Press Pass: Literature

Literature (Courtesy Photo)
Literature (Courtesy Photo)

Nathaniel Cardaci, lead singer and rhythm guitarist for Literature, said that he and all his band mates like to read books, but don’t let that fool you into thinking their shows are stuffy.

“It’s a little tongue-in-cheek. It’s not supposed to be so serious or anything,” Cardaci said. “We don’t show up in sweater vests and with glasses on.”

Actually, Cardaci said that that band’s name fit in with the music that he and Kevin Attics were listening to and writing when they started the group in 2010 in Austin, Texas.

And in fact, Literature, which consists of Cardaci, Attics on the lead guitar and backup vocals, Seth Whaland on the bass and Chris Shackerman on the drums, likes to have fun at their shows. Cardaci said that he and his band mates like to dance at shows and get the crowd hyped up.

“We love playing the songs that we write and Kevin is an awesome, energetic performer and we feed off each other big time,” Cardaci said.

“And that comes from the chemistry that we all have. We’re just really freaking excited to play the songs and it makes us happy. That’s why we try to make the shows good.”

The Philadelphia-based indie pop outfit will kick off a U.S. tour tomorrow night in Bethlehem, Pa. before coming to the Washington, D.C. area this weekend.

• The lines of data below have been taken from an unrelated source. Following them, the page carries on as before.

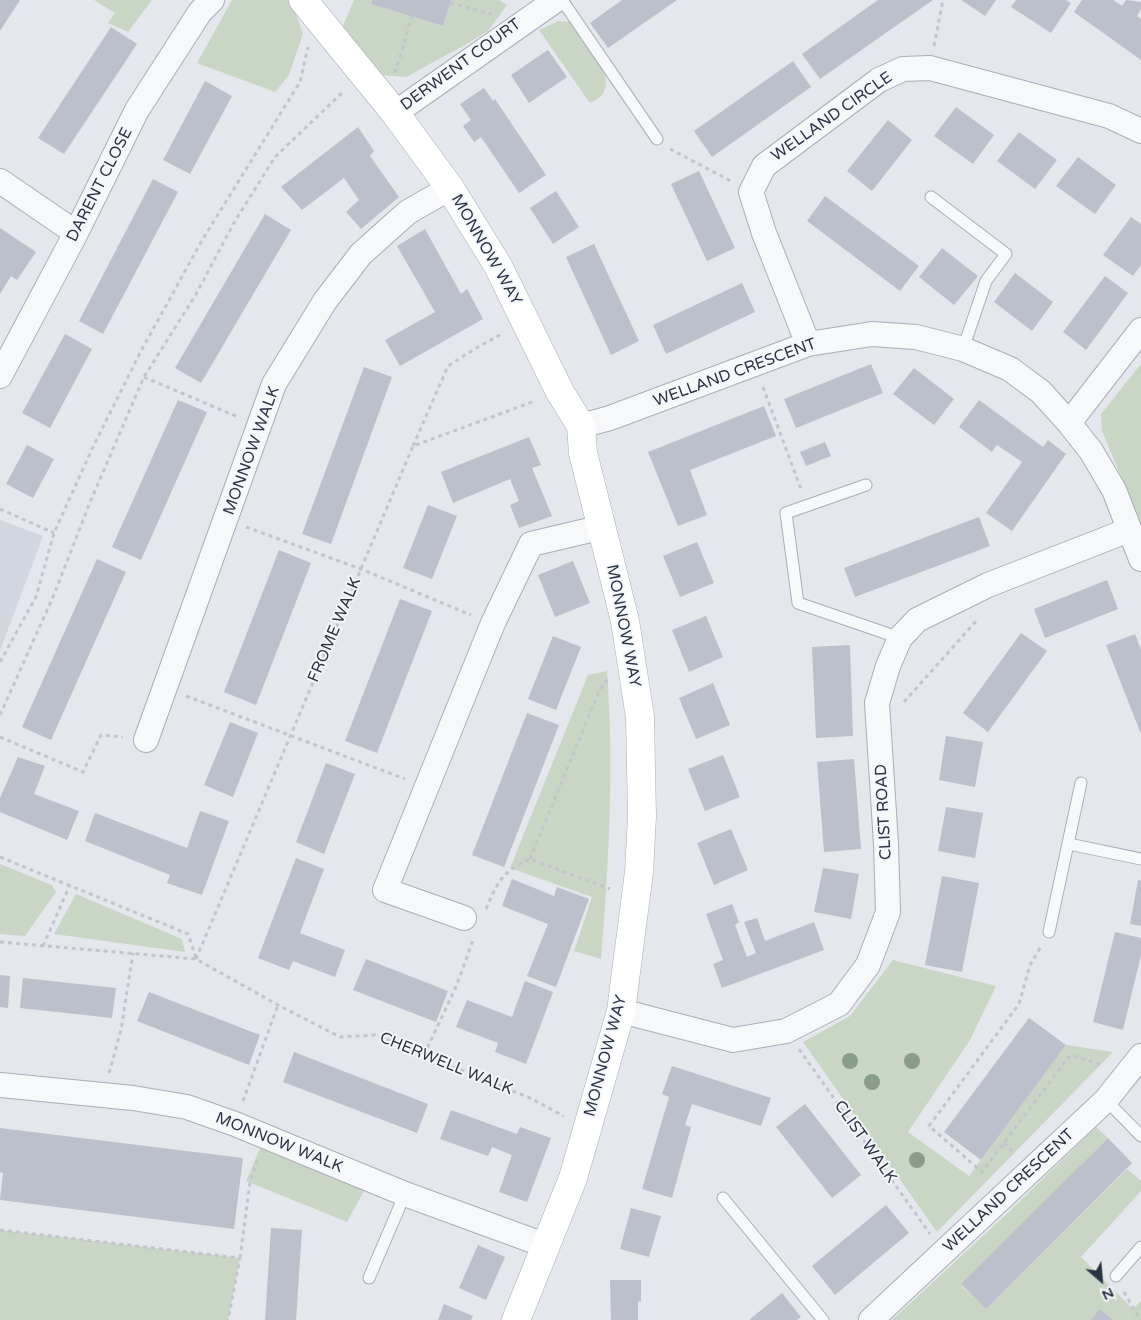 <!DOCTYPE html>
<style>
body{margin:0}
#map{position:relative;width:1141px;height:1320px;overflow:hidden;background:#e4e7ec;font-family:"Varela Round",sans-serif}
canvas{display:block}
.north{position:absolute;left:1076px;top:1255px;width:50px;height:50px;-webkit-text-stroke:4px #f4f6f9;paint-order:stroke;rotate:153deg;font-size:14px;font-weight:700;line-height:20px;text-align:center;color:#2b3445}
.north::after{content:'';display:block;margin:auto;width:18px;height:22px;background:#2b3445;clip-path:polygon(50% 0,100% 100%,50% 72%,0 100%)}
</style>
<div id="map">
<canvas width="1141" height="1320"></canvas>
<div class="north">N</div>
</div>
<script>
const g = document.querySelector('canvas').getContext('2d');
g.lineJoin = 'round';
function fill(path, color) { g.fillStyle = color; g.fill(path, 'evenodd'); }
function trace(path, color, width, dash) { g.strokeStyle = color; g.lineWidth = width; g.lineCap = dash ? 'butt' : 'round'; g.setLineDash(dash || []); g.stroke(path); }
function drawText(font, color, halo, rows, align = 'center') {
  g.font = font + ' "Varela Round",sans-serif'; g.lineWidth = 4; g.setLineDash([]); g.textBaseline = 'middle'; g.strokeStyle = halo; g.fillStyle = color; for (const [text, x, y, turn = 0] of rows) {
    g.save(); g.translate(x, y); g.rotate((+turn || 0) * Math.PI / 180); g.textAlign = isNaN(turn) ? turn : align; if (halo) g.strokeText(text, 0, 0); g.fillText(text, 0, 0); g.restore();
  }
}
fill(new Path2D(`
 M0,520L43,536L0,651Z`), '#d2d6de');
fill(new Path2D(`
 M94,0H152L128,32L108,23L115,13Z
 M232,0H288L292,3L303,34L289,75L275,92L197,63Z
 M354,0H372L371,4L443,26L451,0H499L507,5L488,31L461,47L406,77L379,75L342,28Z
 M558,21L571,22C584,40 616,71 603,94C600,98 594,101 590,103L539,30Z
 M1141,364V524L1102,431L1101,414Z
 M607,671C614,767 609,862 601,959L574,951L592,897L510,868L588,675Z
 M0,864L52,885L56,892L25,936L0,934Z
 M76,894L182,939L185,952L54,934Z
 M893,960L996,986L970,1040L908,1132L969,1176L1066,1045L1113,1052L937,1232L803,1042L850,1016Z
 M1096,1127L1108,1138L961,1285L986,1309L1127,1169L1141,1181V1191L1081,1257L1133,1309L1141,1301V1320H892L1010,1211Z
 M261,1146L365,1189L347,1222L246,1181Z
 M0,1230L240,1258L228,1320H0Z`), '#c9d6c5');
fill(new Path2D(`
 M0,0H20L0,31Z
 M372,0H451L443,26L371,4Z
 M622,0H677L608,48L590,23Z
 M878,0H933L820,79L802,54Z
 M961,0H996L985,16Z
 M1016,0H1066L1071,3L1051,33L1011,7Z
 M1082,0H1113L1122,6L1126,0L1141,2V9L1137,16L1141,19V60L1074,12Z
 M111,27L137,44L64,154L38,138Z
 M548,50L567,77L529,103L511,75Z
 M793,61L811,87L712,157L694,131Z
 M205,81L232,96L190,174L163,160Z
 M484,88L493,101L495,99L546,175L519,193L481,137L474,142L463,126L471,120L460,104Z
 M956,107L994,135L973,164L934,136Z
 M888,120L912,140L872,191L847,171Z
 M358,127L374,151L370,156L399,197L361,229L346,212L359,200L344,178L302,210L281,187Z
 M1019,132L1057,160L1035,189L997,161Z
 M1078,157L1116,185L1095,214L1056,186Z
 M699,171L735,248L707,261L671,184Z
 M153,179L178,192L103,334L79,321Z
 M556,191L579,227L553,244L530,208Z
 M825,196L919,266L900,291L807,221Z
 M265,214L291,230L201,383L175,368Z
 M1131,217L1141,224V265L1133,276L1103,255Z
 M0,228L36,252L17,280L11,276L0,294Z
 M425,229L461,294L467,289L483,319L400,366L385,340L435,312L397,246Z
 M594,244L639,341L611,355L566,257Z
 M942,248L978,276L954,305L919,277Z
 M1015,273L1053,302L1032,331L994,302Z
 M1105,276L1128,293L1086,350L1063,332Z
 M742,283L755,312L666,354L653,325Z
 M65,334L92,349L50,428L22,413Z
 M871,364L883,393L796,428L784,399Z
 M364,367L392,377L331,544L302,534Z
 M914,368L954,399L934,425L893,394Z
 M178,400L207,412L141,560L112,547Z
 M979,400L1043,447L1048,440L1066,454L1012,531L986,513L1022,462L997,445L992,452L959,427Z
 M764,406L776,436L690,470L707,515L678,526L648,452Z
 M529,437L541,465L532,468L552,516L519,528L510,505L519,501L510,479L453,503L441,472Z
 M825,442L831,456L806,466L800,452Z
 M27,445L54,459L33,498L6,484Z
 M428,505L457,516L432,579L403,568Z
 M979,517L990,546L855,597L844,568Z
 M697,542L714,583L680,597L663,556Z
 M279,550L311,563L256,705L224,692Z
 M97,559L126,572L51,740L22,727Z
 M573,561L590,603L555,617L538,575Z
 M1107,580L1118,609L1045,638L1034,609Z
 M400,599L432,611L377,753L345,741Z
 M706,616L723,657L689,672L672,630Z
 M1021,633L1047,651L988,732L963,713Z
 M1135,634L1141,650V734L1106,645Z
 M553,636L581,647L556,710L528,699Z
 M850,645L853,736L816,738L812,647Z
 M713,683L730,725L696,739L679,698Z
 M527,713L559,725L504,867L472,855Z
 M230,722L258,733L233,797L204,785Z
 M946,736L983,742L975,787L939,780Z
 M723,755L740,797L705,811L688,769Z
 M18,757L45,766L34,794L79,811L67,840L0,812V798Z
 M854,759L861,849L824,852L817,762Z
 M326,763L355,774L324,854L296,842Z
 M946,807L983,813L975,858L938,851Z
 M200,811L229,821L202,895L167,883L170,875L85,841L95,813L187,848Z
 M731,829L748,870L714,885L697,843Z
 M296,858L324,869L300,933L345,950L335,977L293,961L289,970L258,958Z
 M823,868L859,874L851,919L814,912Z
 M942,876L979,883L962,972L925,965Z
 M512,879L554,896L557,887L589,899L556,987L527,976L548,924L502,906Z
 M1138,880L1141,881V926L1130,924Z
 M732,904L739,922L735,925L747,957L756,953L744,922L757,918L765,941L814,922L824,950L722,988L713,964L723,960L706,914Z
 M1115,932L1141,938V955L1123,1030L1093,1022Z
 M366,959L448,991L436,1022L353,990Z
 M0,975L10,976L8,1008L0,1007Z
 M23,978L116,988L112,1018L20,1008Z
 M525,981L553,992L526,1064L495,1052L498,1043L456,1027L467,1000L512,1017Z
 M149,992L260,1035L249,1065L137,1021Z
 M1029,1018L1066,1045L981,1160L944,1132Z
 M294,1052L428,1104L417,1133L283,1082Z
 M672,1066L771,1098L761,1126L692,1104L685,1125L691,1127L672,1198L642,1189L669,1097L662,1094Z
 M805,1104L861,1175L832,1198L776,1127Z
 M451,1110L517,1134L520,1127L551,1138L527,1202L499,1192L512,1155L492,1147L488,1156L440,1139Z
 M0,1128L243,1158L234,1229L0,1200L3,1173L0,1172Z
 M1108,1138L1132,1163L986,1309L961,1284Z
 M886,1205L909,1233L835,1295L812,1266Z
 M631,1208L661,1216L649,1257L620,1249Z
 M271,1228L302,1230L296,1320H265Z
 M478,1245L505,1257L486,1300L459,1288Z
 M610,1280H641V1302L638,1301V1320H611Z
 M782,1293L801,1317L797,1320H749Z
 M444,1304L473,1316L471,1320H438Z
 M1100,1309L1113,1320H1091Z`), '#bbc0ca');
const lane = new Path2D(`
 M562,0L657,139
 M931,197L1006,254L986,281L963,349
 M866,485L786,513L798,603L900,638
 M1069,844L1141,859
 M1049,932L1081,783
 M1106,1100L1141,1136
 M723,1198L823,1320
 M1116,1276L1141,1247
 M369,1278L405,1194`);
const street = new Path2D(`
 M395,113L556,0
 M0,181L76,233
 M808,344L764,233L751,192L764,166L879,80L903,69L930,68L1109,116L1141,131
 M0,376L76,233L137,110L200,12L212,0
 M1069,423L1141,330
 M581,426L610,418L808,344L872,334L916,337L963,349L1010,369L1041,392L1069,423L1091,451L1114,490L1141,559
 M146,740L274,384L325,301L361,254L408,212L450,188
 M464,918L385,890L493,623L531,544L603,527
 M621,1011L733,1040L786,1031L839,1004L868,965L888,912L886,844L877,703L888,666L900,638L917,620L988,585L1129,530
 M0,1085L133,1098L187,1107L235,1124L405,1194L547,1246
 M871,1320L1106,1100L1141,1056`);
const secondary = new Path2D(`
 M303,0L395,113L450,188L498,266L560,392L581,426L583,453L625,621L640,717L642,816L639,872L621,1011L573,1178L516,1320`);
trace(lane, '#a9aeb7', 13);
trace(street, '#a9aeb7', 26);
trace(secondary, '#a9aeb7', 29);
trace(new Path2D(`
 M450,3L492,14
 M934,46L943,0
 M395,73L412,17
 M670,149L731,181
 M144,377L238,417
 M763,387L801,489
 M413,446L448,366L476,348L502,334
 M0,509L54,533
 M246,527L361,569L471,615
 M0,662L36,597L54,533L92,449L141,351L201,242L300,82L308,47
 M186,696L405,779
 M904,702L978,619
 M0,715L53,597L91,500L144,377L195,296L235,221L275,157L344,91
 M0,737L83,772L101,735L123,737
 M0,857L188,934L196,958
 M530,859L600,689L608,679
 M486,909C498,881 502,872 530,859L610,889
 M0,942L196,959L278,1005L340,1037L375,1035L530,1098L564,1116
 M43,946L70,885
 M1040,948L1030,965L1019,1004L929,1126L982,1172L1070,1055L1103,1065
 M196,959L413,446L535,401
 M799,1049L930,1234
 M424,1055L456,987L473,940
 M109,1073L121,1030L133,953
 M243,1101L278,1005
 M1004,1143L1014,1153
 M0,1230L240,1258L228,1320
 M240,1258L250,1182L258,1158
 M1124,1292L1140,1320`), '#c2c5cb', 3, [4, 4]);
trace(lane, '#f7f8fa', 11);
trace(street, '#f7f8fa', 24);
trace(secondary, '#fff', 28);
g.fillStyle = '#899d89';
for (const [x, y] of [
 [850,1061],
 [912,1061],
 [872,1082],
 [917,1160]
]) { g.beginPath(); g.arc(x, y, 8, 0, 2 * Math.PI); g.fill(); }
drawText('16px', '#2b3445', '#f4f6f9', [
 ["DERWENT COURT",461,65,-36],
 ["WELLAND CIRCLE",832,117,-35],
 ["DARENT CLOSE",100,185,-63],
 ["MONNOW WAY",486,250,60],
 ["WELLAND CRESCENT",735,373,-20],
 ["MONNOW WALK",252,451,-70],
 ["MONNOW WAY",623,626,79],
 ["FROME WALK",335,630,-67],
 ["CLIST ROAD",884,812,-93],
 ["MONNOW WAY",606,1056,-75],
 ["CHERWELL WALK",446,1064,22],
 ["CLIST WALK",865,1142,55],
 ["MONNOW WALK",279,1143,22],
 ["WELLAND CRESCENT",1009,1191,-43]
]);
</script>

They’re slated to play the Holy Underground in Baltimore this Saturday, Sept. 6, and George Washington University this Sunday, Sept. 7.

They released a new album, entitled Chorus, on Aug. 19 with Slumberland Records. It’s a follow-up to their 2012 debut album Arab Spring, which has a bunch of stripped-down, sweet pop tunes with drive.

After releasing that record, Attics, Cardaci, Whaland, who are all in their late 20s or early 30s, moved up to Philadelphia, where they met Chris Shackerman, a 19-year-old drummer who was such a big fan of Literature that he had learned all of their songs before meeting them.

The four of them play on Chorus, which was recorded at Malborough Farms in Brooklyn by lauded sound engineer Gary Olson.
The album is beefed up with rich layers of audio texture, tight knit chorus-verse song structure and a clean, but not over produced sound.

“We recorded with Gary Olson and he’s got all of this vintage audio equipment and a lot of experience to help everything blend well together,” Cardaci said. “And then we could add all of these layers of lushness.”

Cardaci said their live show will feature a mix of songs from Arab Spring and Chorus. Chorus has received favorable reviews since its release and Cardaci said that the album is being well received by fans.

Literature has seen their buzz and audience grow in the past two years. A 2013 re-pressing of Arab Spring quickly sold out and the tour they’re about to go on is their biggest yet.

“We’re always excited to go on tour, but for this record we’ve had more distribution and more press and a little more buzz,” Cardaci said.

“So we’re more excited now to get out there and we’ve been practicing our asses off to really bring it at all the shows.”